*** Block opens ***

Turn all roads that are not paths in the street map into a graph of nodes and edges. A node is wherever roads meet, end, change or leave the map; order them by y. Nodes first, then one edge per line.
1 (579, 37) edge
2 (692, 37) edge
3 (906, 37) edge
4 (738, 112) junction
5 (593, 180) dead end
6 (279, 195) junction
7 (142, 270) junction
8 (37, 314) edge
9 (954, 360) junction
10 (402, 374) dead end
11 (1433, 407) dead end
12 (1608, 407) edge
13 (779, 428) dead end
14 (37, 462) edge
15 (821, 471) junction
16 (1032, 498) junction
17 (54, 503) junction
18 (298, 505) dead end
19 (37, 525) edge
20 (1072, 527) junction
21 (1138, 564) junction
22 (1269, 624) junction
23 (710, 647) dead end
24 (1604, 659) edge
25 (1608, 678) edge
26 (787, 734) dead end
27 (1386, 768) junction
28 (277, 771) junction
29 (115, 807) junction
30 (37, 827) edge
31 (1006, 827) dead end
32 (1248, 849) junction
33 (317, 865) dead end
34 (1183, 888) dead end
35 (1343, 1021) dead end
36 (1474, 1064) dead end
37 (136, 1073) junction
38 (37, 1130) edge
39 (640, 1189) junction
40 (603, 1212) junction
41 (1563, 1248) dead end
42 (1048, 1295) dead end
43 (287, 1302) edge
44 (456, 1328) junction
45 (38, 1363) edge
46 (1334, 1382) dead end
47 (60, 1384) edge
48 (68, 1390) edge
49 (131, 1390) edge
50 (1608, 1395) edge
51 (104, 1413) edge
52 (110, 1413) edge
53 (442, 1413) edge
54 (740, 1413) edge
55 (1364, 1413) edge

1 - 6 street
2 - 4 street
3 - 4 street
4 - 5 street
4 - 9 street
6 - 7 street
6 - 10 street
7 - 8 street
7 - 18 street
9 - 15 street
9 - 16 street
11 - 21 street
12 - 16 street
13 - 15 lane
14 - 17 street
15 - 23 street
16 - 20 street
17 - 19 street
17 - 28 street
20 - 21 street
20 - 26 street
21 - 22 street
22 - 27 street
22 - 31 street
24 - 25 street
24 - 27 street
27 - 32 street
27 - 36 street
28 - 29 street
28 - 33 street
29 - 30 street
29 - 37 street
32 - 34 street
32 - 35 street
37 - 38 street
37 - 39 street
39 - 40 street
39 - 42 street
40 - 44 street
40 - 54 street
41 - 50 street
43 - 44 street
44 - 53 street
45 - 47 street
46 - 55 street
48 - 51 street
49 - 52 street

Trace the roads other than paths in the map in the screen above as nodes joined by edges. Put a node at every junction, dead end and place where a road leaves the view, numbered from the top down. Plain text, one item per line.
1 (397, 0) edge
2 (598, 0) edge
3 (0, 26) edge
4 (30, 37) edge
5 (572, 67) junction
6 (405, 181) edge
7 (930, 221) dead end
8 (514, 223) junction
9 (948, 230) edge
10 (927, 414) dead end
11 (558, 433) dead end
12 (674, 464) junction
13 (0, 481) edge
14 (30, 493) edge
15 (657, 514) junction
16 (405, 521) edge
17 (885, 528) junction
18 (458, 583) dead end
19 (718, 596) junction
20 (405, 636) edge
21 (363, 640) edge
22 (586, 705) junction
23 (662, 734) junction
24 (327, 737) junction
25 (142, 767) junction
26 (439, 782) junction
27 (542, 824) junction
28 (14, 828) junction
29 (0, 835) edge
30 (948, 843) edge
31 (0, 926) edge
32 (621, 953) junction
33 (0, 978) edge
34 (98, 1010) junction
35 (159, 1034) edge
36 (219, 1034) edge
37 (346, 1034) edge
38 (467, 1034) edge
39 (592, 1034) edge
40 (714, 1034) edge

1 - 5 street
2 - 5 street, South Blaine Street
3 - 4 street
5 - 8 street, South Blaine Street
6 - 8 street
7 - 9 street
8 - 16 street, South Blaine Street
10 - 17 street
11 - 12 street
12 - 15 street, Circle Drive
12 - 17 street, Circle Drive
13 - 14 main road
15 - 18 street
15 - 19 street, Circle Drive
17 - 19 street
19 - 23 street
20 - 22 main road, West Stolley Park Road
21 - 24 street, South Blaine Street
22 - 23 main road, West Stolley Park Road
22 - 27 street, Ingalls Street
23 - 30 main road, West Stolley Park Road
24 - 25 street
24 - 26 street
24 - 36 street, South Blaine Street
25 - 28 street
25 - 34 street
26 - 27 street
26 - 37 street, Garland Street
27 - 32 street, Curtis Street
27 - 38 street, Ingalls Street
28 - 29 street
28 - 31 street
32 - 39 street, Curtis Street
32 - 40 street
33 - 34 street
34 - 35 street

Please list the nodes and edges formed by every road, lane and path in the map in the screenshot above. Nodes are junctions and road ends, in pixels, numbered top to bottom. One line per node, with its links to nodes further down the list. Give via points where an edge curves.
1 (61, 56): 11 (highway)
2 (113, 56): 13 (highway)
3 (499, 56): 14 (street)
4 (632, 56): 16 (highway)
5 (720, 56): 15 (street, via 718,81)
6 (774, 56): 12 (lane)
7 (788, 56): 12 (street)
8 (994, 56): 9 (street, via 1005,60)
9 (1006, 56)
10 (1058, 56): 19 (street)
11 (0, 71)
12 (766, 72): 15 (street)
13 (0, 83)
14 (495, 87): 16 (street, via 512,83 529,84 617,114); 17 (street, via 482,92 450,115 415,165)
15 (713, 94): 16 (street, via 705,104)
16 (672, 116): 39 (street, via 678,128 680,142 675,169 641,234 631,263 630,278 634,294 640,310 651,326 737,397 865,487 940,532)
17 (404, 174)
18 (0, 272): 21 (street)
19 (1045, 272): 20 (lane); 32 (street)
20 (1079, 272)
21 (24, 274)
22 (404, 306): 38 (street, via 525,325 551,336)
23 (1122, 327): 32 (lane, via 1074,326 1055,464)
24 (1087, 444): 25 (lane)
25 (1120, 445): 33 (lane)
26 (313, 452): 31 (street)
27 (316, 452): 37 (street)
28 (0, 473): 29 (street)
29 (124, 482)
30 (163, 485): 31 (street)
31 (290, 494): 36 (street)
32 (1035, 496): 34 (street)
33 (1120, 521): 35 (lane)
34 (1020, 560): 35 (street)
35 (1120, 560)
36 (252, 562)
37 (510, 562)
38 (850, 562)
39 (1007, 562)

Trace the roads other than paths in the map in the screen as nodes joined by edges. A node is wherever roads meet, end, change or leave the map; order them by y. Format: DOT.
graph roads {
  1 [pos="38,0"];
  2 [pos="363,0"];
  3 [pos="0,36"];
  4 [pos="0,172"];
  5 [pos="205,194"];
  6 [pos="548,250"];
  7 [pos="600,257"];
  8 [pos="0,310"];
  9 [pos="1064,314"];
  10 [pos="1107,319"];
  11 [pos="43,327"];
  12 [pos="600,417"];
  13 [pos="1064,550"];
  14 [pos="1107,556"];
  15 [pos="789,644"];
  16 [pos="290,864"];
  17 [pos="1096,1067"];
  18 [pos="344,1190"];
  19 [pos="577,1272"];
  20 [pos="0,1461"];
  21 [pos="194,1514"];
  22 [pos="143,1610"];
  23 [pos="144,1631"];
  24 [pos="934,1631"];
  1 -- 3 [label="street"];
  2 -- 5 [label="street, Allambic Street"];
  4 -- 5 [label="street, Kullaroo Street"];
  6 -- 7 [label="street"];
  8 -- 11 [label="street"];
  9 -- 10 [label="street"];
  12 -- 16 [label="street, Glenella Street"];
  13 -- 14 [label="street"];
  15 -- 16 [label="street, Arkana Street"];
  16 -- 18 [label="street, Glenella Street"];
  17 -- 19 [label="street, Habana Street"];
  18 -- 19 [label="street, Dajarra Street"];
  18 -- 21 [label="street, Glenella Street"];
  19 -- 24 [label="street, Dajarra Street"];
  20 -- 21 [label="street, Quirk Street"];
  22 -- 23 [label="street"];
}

*** Block closes ***

Only the lines from the one holding "y. Format: DOT." through the end of the records should appear in the answer, each repeated exactly.

> _SOLUTION BELOW_:
Trace the roads other than paths in the map in the screen as nodes joined by edges. A node is wherever roads meet, end, change or leave the map; order them by y. Format: DOT.
graph roads {
  1 [pos="38,0"];
  2 [pos="363,0"];
  3 [pos="0,36"];
  4 [pos="0,172"];
  5 [pos="205,194"];
  6 [pos="548,250"];
  7 [pos="600,257"];
  8 [pos="0,310"];
  9 [pos="1064,314"];
  10 [pos="1107,319"];
  11 [pos="43,327"];
  12 [pos="600,417"];
  13 [pos="1064,550"];
  14 [pos="1107,556"];
  15 [pos="789,644"];
  16 [pos="290,864"];
  17 [pos="1096,1067"];
  18 [pos="344,1190"];
  19 [pos="577,1272"];
  20 [pos="0,1461"];
  21 [pos="194,1514"];
  22 [pos="143,1610"];
  23 [pos="144,1631"];
  24 [pos="934,1631"];
  1 -- 3 [label="street"];
  2 -- 5 [label="street, Allambic Street"];
  4 -- 5 [label="street, Kullaroo Street"];
  6 -- 7 [label="street"];
  8 -- 11 [label="street"];
  9 -- 10 [label="street"];
  12 -- 16 [label="street, Glenella Street"];
  13 -- 14 [label="street"];
  15 -- 16 [label="street, Arkana Street"];
  16 -- 18 [label="street, Glenella Street"];
  17 -- 19 [label="street, Habana Street"];
  18 -- 19 [label="street, Dajarra Street"];
  18 -- 21 [label="street, Glenella Street"];
  19 -- 24 [label="street, Dajarra Street"];
  20 -- 21 [label="street, Quirk Street"];
  22 -- 23 [label="street"];
}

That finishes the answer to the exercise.